(Task to complete):
Lines with the string "shape" are to be identified in the listing and copied.

[[ Data for analysis open ]]

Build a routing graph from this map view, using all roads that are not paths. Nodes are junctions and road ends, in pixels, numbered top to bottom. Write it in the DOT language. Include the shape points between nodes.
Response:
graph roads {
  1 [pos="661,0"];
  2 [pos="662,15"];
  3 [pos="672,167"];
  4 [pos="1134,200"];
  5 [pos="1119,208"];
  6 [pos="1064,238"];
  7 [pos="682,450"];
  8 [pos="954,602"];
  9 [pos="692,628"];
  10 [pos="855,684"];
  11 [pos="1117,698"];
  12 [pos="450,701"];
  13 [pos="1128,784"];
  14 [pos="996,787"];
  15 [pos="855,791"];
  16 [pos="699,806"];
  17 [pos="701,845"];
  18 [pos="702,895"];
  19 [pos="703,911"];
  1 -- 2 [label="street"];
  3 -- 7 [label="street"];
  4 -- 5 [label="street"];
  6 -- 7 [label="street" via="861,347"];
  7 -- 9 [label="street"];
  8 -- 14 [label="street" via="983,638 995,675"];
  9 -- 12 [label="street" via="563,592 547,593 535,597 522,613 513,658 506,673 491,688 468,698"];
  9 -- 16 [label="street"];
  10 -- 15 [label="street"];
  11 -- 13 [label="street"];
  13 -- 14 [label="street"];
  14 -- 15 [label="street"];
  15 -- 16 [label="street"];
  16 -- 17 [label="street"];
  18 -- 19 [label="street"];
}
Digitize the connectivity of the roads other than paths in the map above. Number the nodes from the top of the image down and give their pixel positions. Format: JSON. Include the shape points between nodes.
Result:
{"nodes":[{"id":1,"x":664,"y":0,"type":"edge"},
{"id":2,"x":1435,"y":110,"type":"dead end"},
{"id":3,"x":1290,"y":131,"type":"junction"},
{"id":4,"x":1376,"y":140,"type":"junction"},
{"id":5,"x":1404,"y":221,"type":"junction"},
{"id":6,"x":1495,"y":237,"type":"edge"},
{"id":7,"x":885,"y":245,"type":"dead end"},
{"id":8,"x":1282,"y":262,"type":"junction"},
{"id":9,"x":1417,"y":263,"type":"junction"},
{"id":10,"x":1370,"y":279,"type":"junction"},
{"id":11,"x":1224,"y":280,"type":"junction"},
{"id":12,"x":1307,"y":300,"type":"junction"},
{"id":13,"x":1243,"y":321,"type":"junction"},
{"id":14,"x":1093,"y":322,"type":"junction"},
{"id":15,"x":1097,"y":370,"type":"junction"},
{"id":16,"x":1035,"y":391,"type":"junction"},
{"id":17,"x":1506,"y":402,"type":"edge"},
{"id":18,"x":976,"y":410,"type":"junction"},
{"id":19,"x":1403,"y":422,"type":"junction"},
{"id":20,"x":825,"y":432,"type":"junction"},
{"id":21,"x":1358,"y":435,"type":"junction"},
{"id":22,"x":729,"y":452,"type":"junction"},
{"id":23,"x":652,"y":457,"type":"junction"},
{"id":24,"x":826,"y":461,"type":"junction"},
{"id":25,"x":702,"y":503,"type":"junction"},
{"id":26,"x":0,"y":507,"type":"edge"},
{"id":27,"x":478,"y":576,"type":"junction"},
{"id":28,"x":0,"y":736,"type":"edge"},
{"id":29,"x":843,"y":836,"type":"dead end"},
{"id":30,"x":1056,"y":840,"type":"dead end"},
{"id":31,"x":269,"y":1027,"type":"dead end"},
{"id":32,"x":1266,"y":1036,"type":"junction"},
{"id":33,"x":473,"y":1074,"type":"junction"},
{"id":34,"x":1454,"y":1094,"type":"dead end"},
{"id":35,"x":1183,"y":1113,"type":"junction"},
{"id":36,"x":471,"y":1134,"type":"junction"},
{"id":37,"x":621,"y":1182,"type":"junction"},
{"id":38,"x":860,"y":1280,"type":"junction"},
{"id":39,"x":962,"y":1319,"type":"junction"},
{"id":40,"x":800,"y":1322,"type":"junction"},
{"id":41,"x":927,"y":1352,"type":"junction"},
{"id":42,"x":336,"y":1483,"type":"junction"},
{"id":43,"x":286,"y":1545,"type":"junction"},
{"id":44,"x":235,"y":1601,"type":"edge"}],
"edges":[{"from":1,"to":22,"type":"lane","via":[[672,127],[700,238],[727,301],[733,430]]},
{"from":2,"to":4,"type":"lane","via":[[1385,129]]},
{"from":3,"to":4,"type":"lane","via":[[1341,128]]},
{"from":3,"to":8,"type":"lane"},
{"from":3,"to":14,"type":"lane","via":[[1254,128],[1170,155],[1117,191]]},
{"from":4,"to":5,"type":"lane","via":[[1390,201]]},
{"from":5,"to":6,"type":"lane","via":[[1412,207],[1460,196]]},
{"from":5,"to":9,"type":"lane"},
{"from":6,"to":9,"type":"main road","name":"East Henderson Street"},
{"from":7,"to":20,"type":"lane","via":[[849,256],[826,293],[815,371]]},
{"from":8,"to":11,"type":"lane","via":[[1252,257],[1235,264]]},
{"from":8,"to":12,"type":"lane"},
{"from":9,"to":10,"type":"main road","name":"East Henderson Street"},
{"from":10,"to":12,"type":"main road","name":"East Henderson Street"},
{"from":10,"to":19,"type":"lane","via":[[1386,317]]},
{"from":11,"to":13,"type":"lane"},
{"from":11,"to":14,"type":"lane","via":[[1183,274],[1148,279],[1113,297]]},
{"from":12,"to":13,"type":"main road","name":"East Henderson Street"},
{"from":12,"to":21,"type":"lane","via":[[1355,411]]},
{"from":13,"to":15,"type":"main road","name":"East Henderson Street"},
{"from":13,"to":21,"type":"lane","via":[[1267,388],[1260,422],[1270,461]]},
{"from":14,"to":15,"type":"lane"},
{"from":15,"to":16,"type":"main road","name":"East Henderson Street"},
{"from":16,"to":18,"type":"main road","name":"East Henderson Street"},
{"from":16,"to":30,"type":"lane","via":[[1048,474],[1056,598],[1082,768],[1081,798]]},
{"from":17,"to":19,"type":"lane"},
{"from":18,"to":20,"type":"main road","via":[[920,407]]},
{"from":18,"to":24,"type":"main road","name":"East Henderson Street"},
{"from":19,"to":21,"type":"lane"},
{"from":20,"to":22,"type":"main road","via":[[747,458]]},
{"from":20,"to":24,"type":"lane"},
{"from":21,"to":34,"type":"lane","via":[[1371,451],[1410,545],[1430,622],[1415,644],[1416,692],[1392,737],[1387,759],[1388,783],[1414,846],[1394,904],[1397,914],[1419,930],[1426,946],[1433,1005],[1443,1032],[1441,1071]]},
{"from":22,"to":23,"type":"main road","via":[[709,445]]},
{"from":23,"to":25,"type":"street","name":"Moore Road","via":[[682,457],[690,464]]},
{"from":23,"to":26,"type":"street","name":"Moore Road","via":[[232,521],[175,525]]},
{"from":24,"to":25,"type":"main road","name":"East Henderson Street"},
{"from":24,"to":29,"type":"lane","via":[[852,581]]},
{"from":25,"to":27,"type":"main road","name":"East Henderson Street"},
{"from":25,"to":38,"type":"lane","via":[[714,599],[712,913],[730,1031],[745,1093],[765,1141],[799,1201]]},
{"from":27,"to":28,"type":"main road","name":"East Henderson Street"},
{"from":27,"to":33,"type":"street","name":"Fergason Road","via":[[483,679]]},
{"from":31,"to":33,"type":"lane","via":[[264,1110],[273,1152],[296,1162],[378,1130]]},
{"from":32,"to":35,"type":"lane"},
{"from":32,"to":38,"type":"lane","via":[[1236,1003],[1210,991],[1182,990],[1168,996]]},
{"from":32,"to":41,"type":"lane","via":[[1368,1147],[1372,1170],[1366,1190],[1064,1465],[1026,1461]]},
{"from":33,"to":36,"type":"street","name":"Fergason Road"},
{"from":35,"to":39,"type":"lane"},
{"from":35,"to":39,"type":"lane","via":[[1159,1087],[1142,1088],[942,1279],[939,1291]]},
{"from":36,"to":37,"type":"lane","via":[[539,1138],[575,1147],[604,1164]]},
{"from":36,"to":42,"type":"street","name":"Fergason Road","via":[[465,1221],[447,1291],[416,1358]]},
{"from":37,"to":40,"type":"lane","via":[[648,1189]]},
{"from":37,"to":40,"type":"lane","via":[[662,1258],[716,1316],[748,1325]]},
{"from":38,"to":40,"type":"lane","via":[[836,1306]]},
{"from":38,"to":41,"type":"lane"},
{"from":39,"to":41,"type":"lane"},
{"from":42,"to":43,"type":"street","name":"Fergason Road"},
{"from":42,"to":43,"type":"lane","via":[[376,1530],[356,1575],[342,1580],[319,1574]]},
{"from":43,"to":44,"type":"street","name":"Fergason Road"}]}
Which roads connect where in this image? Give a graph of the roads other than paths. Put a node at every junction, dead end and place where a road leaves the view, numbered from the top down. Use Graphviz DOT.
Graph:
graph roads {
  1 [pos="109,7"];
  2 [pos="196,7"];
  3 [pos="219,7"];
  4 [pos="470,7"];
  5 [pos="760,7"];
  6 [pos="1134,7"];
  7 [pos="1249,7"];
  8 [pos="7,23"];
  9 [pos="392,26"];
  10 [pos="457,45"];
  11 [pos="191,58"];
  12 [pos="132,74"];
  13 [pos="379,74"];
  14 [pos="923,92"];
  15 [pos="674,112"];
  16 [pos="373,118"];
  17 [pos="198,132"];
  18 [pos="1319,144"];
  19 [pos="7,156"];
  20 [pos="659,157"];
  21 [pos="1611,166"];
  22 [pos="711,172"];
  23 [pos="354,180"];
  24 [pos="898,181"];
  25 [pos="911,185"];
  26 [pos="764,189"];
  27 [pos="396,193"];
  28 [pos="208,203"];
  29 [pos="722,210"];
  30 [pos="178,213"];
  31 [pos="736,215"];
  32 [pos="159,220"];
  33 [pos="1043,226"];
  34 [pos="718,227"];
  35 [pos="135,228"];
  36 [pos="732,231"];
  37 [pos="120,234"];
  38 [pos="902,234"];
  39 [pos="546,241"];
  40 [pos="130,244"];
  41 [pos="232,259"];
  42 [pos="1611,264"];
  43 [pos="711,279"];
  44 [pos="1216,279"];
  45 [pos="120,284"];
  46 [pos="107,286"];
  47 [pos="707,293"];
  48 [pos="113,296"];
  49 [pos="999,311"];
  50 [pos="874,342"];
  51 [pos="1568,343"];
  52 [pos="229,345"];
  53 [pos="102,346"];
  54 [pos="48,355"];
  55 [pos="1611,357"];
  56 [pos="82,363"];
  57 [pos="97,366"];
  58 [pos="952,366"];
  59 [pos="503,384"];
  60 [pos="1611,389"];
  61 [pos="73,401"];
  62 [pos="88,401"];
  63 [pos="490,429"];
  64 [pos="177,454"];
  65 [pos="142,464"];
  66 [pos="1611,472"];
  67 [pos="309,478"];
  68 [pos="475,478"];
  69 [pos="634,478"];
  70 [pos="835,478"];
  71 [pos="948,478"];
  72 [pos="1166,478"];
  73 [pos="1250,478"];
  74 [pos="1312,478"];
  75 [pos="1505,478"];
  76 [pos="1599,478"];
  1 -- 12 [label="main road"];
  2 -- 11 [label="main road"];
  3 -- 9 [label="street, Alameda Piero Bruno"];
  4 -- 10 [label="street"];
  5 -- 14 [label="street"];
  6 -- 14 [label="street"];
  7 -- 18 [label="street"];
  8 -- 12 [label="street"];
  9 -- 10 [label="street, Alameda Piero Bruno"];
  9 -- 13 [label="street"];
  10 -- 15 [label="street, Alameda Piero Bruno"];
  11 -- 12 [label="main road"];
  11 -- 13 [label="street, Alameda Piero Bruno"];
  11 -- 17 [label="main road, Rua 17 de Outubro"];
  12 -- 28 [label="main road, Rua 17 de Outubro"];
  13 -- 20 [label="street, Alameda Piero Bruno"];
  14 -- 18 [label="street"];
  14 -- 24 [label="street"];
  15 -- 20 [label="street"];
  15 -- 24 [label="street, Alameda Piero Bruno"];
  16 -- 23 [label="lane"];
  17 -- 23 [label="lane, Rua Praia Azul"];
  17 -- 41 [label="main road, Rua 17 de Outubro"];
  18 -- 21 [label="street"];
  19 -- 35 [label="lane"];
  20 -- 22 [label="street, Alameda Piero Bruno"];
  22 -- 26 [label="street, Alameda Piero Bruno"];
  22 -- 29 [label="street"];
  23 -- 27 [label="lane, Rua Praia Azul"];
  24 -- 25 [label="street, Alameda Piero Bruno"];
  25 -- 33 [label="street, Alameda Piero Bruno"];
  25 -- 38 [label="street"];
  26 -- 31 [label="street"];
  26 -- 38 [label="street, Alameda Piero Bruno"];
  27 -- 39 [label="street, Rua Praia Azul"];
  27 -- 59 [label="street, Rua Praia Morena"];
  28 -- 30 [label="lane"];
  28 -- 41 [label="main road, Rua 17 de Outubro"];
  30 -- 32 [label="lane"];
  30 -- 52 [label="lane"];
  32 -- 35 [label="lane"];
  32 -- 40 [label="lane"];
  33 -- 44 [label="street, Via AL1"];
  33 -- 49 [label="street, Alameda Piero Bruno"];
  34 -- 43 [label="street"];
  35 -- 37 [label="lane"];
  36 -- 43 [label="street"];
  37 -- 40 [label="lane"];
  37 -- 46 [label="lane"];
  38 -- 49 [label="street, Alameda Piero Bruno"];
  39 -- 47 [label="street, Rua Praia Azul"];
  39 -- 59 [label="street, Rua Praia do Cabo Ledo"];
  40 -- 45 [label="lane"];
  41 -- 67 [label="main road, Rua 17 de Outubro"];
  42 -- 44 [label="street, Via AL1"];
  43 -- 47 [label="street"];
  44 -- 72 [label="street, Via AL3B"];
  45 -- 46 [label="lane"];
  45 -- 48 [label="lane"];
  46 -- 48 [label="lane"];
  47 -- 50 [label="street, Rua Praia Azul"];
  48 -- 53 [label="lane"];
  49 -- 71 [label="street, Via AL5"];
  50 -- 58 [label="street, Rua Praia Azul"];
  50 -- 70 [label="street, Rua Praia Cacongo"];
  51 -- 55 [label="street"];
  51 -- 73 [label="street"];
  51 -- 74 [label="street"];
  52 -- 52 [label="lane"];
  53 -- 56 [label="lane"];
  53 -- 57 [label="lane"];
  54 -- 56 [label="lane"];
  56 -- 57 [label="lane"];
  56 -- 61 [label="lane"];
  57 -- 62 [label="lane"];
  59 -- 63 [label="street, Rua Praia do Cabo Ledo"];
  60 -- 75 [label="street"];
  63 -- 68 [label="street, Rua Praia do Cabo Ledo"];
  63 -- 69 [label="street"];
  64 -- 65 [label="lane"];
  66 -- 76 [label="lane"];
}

[[ Data for analysis closed ]]

(Output):
Build a routing graph from this map view, using all roads that are not paths. Nodes are junctions and road ends, in pixels, numbered top to bottom. Write it in the DOT language. Include the shape points between nodes.
Digitize the connectivity of the roads other than paths in the map above. Number the nodes from the top of the image down and give their pixel positions. Format: JSON. Include the shape points between nodes.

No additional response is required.